Bug #74893 mdl m_unused_lock_objects shouldn't be volatile
Submitted: 17 Nov 2014 7:23 Modified: 10 Apr 2015 8:14
Reporter: Stewart Smith Email Updates:
Status: Verified Impact on me:
None 
Category:MySQL Server: Locking Severity:S3 (Non-critical)
Version:5.7.7 OS:Any
Assigned to: CPU Architecture:Any
Tags: PowerPC

[17 Nov 2014 7:23] Stewart Smith
Description:
m_unused_lock_objects in sql/mdl.cc doesn't need to be volatile. Atomics will take care of doing correct updates and if stale reads are really okay, then let the compiler optimize them!

volatile forces compiler to generate load and store instructions, which in this case is completely unneeded, and volatile is just a usual pointer to concurrency bugs.

How to repeat:
code analysis

Suggested fix:
apply my patch (attached!)
[17 Nov 2014 7:24] Stewart Smith
make mdl unused lock objects not volatile

(*) I confirm the code being submitted is offered under the terms of the OCA, and that I am authorized to contribute it.

Contribution: volatile-mdl-unused-lock-objects.patch (text/x-patch), 752 bytes.

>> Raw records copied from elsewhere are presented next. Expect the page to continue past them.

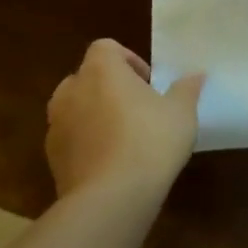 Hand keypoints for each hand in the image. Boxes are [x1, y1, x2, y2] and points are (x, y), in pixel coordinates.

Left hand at [45, 39, 204, 205]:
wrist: (110, 200)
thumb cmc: (149, 141)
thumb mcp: (181, 111)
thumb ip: (186, 88)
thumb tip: (196, 75)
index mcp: (100, 72)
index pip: (104, 47)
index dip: (126, 58)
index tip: (146, 81)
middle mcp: (71, 93)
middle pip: (85, 77)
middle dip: (108, 87)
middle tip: (136, 105)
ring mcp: (56, 128)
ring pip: (74, 109)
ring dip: (94, 114)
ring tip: (123, 135)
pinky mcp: (52, 161)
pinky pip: (70, 139)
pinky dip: (86, 143)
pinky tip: (112, 162) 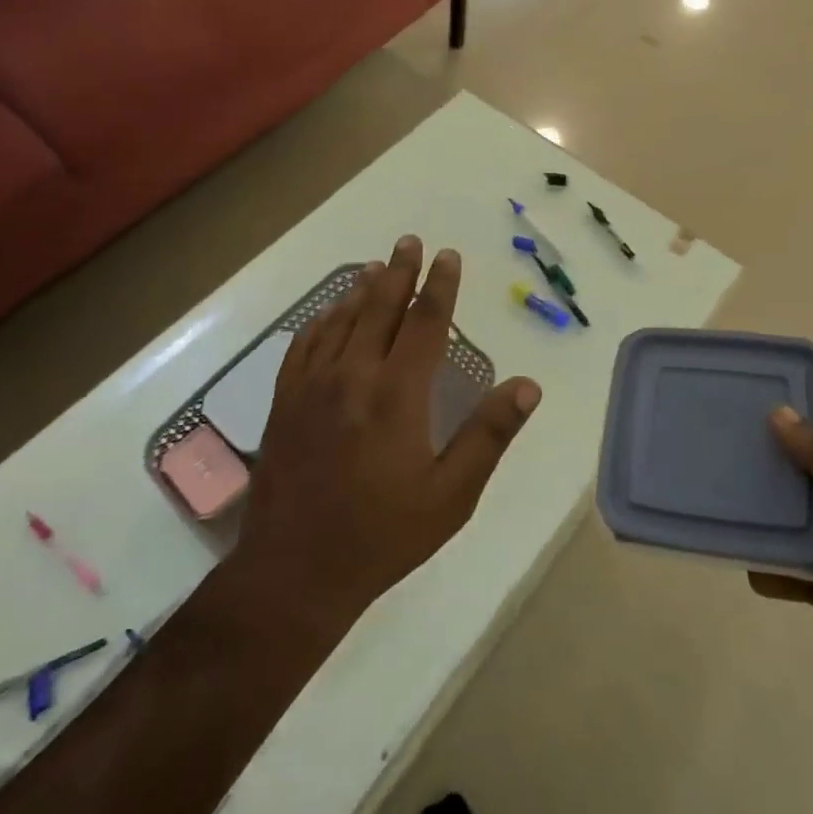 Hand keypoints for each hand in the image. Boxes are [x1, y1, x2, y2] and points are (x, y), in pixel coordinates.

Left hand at [237, 237, 541, 624]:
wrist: (295, 571)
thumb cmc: (383, 535)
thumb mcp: (451, 495)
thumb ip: (488, 435)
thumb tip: (527, 386)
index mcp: (397, 394)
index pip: (425, 322)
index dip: (439, 285)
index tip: (447, 256)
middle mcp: (353, 376)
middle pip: (380, 307)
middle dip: (399, 271)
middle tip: (410, 241)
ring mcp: (313, 386)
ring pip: (341, 320)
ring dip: (361, 289)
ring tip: (376, 266)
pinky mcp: (285, 401)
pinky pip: (305, 344)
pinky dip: (322, 319)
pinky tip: (329, 312) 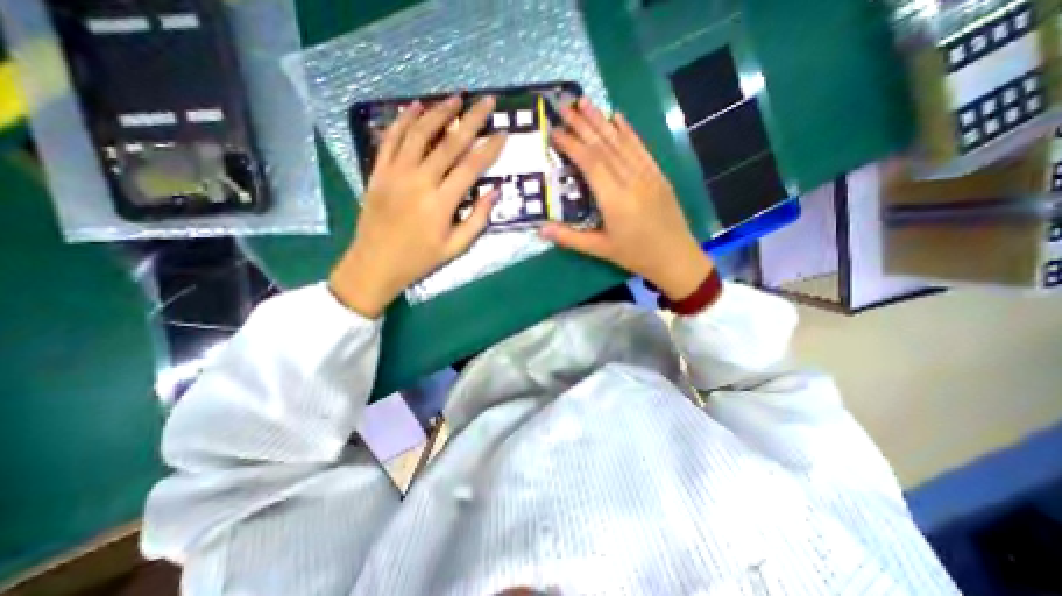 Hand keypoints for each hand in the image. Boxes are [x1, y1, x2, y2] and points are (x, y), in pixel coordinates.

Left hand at [330, 97, 508, 319]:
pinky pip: (391, 139)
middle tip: (486, 101)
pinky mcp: (378, 172)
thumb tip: (495, 192)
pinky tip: (415, 107)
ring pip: (419, 133)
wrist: (375, 264)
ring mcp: (395, 173)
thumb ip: (478, 219)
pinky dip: (403, 120)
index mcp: (441, 203)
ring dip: (439, 112)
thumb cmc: (420, 259)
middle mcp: (419, 181)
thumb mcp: (456, 247)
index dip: (489, 148)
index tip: (502, 133)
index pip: (471, 167)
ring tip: (456, 98)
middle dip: (471, 120)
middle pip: (449, 143)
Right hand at [540, 99, 711, 302]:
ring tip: (585, 102)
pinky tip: (618, 116)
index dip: (572, 144)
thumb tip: (540, 230)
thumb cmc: (635, 256)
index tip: (555, 130)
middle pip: (604, 146)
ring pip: (621, 142)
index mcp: (615, 200)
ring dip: (602, 120)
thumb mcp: (600, 250)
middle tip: (564, 104)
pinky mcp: (658, 174)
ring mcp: (647, 174)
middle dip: (582, 124)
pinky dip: (628, 131)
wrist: (676, 257)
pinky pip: (641, 148)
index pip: (590, 163)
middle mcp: (631, 180)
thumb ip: (569, 238) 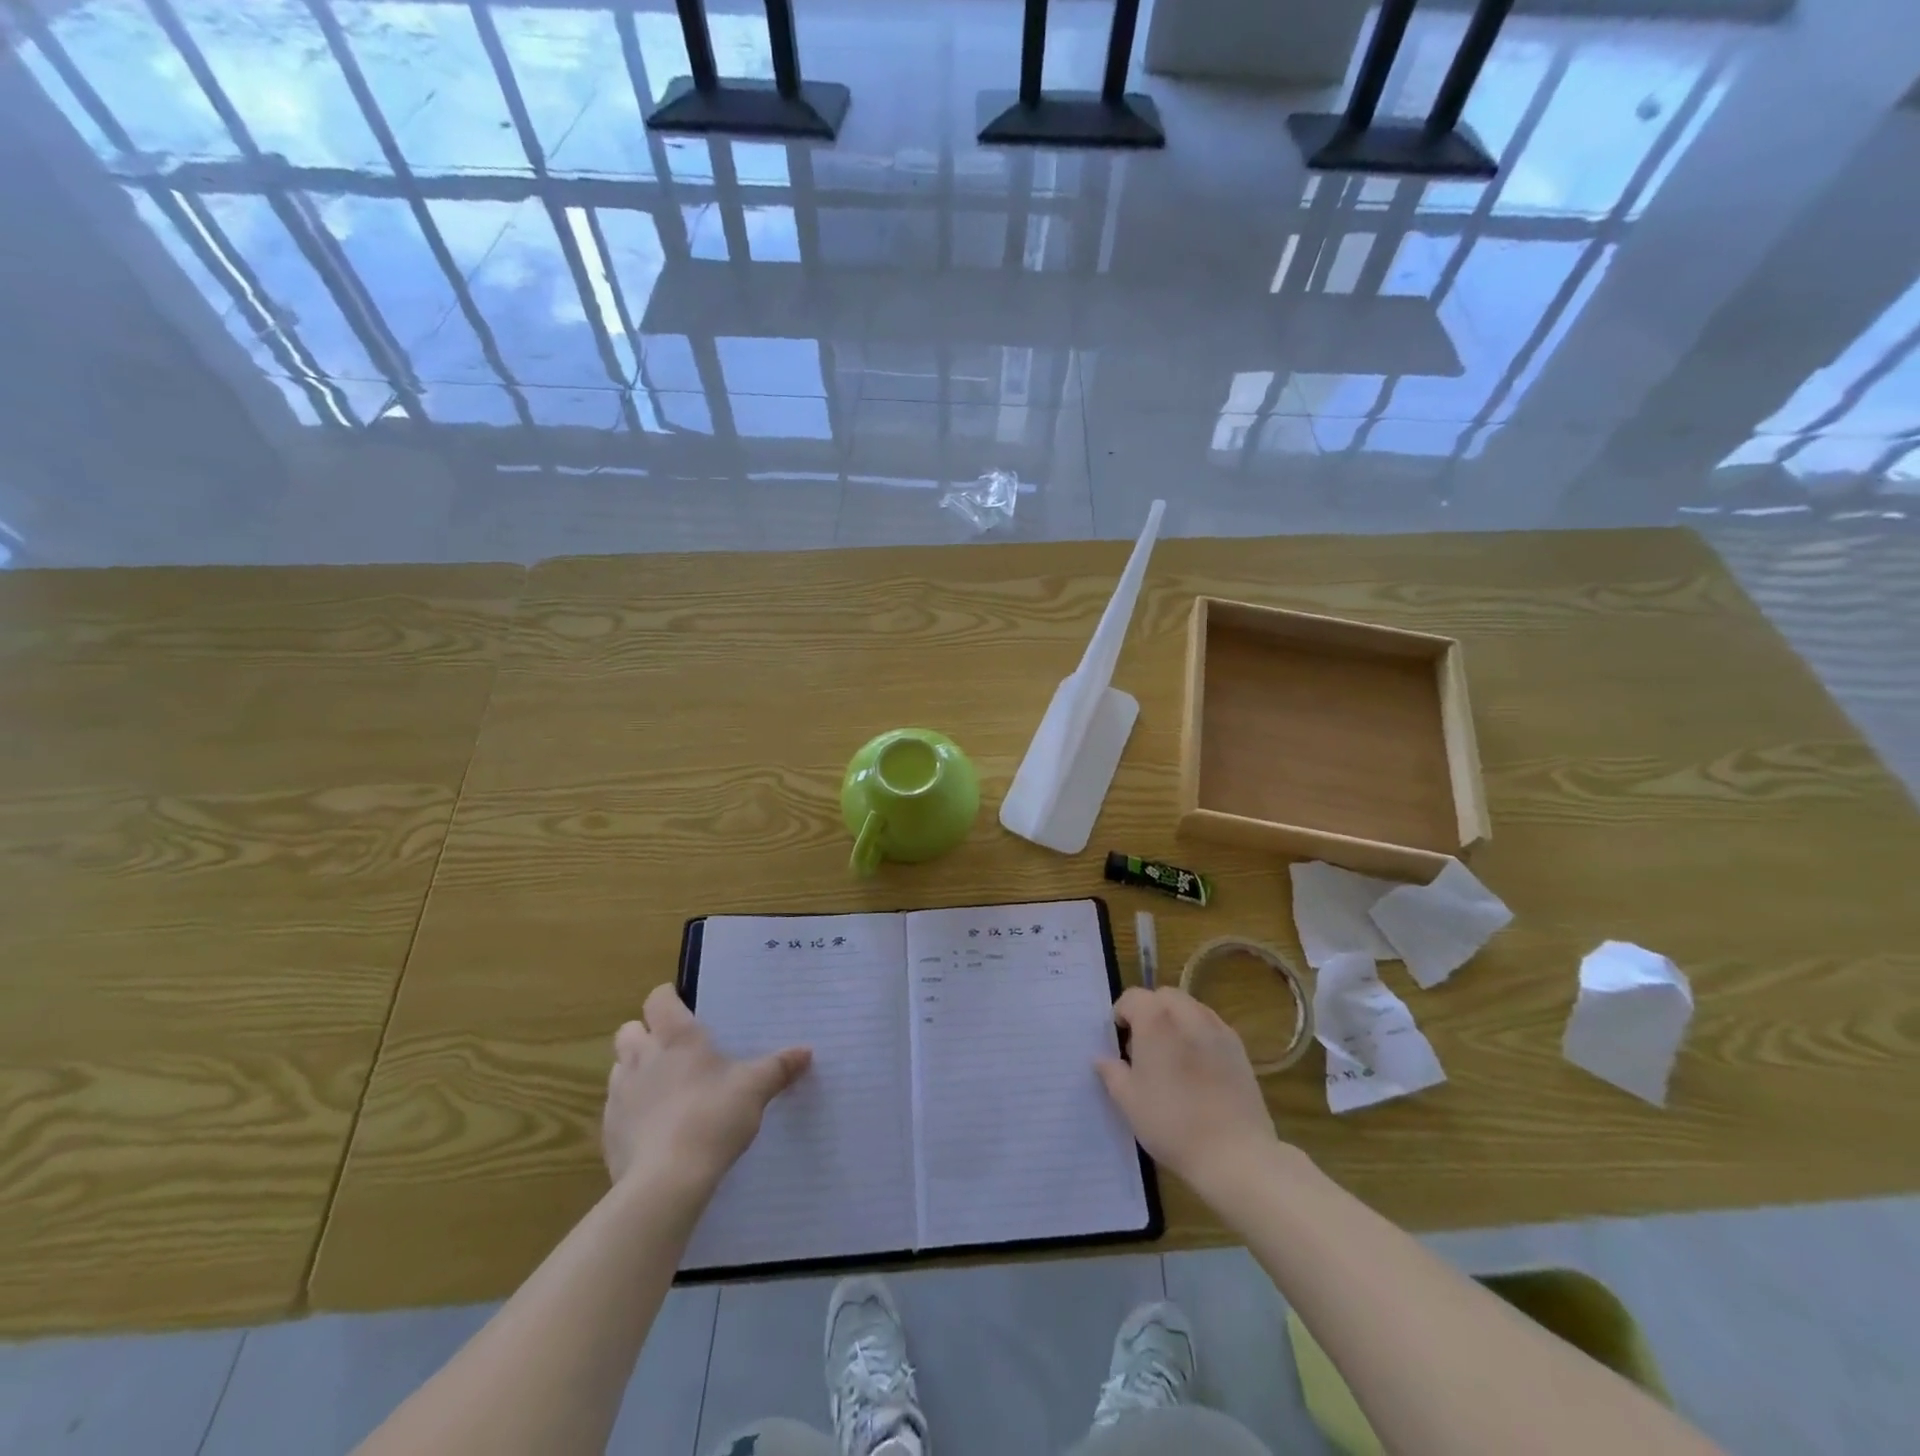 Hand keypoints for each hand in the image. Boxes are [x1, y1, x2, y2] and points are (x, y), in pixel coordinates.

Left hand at [603, 985, 811, 1193]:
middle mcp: (642, 1058)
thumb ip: (779, 1067)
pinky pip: (616, 1108)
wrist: (666, 1182)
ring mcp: (620, 1095)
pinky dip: (632, 1109)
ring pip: (619, 1067)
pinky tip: (655, 1127)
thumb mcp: (755, 1089)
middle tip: (674, 1047)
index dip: (668, 998)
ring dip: (636, 1069)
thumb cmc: (713, 1118)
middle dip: (646, 1032)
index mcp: (676, 1038)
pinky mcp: (609, 1131)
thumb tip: (806, 1052)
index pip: (658, 999)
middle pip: (629, 1029)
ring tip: (664, 1087)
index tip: (684, 1005)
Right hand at [1095, 986, 1281, 1194]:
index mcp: (1156, 1019)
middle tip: (1144, 1048)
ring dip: (1175, 1021)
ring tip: (1172, 1058)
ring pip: (1190, 1008)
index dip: (1121, 1015)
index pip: (1132, 997)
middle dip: (1150, 1013)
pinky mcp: (1239, 1048)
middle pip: (1163, 997)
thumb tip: (1102, 1058)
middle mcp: (1187, 1013)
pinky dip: (1198, 1035)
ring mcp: (1217, 1029)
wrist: (1234, 1153)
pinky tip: (1198, 1070)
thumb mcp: (1129, 1101)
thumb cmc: (1171, 1122)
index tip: (1119, 1043)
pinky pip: (1211, 1028)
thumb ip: (1112, 1072)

[17 Nov 2014 8:29] MySQL Verification Team
Hello Stewart,

Thank you for the report and contribution.

Thanks,
Umesh
[17 Nov 2014 10:24] Jon Olav Hauglid
Hi Stewart,

Our atomics API has three different implementations:
1) GCC intrinsics
2) Windows Interlocked functions
3) Solaris atomics

The latter two require the arguments to be volatile, hence our API also does.
This means we can't use your patch directly. If we want to get rid of volatile 
for 1) where it is not needed, we will have to introduce some platform specific 
typedef or similar.
[24 Nov 2014 22:49] Stewart Smith
Then you should likely create atomic_t and atomic64_t if the other two implementations require volatile, you can then do this trick:

typedef struct {
#ifdef WIN32 || SOLARIS
volatile
#endif
uint32_t v; 
} atomic_t;

and then you get the extra check of not being able to blindly do non-atomic reads and writes (you can always have an accessor for non-atomic reads). I'd heartily recommend this anyway as it'll probably prevent 18 bugs and prevent hours of wasted time of random developers checking code only to find out it's actually okay to be doing a dirty read.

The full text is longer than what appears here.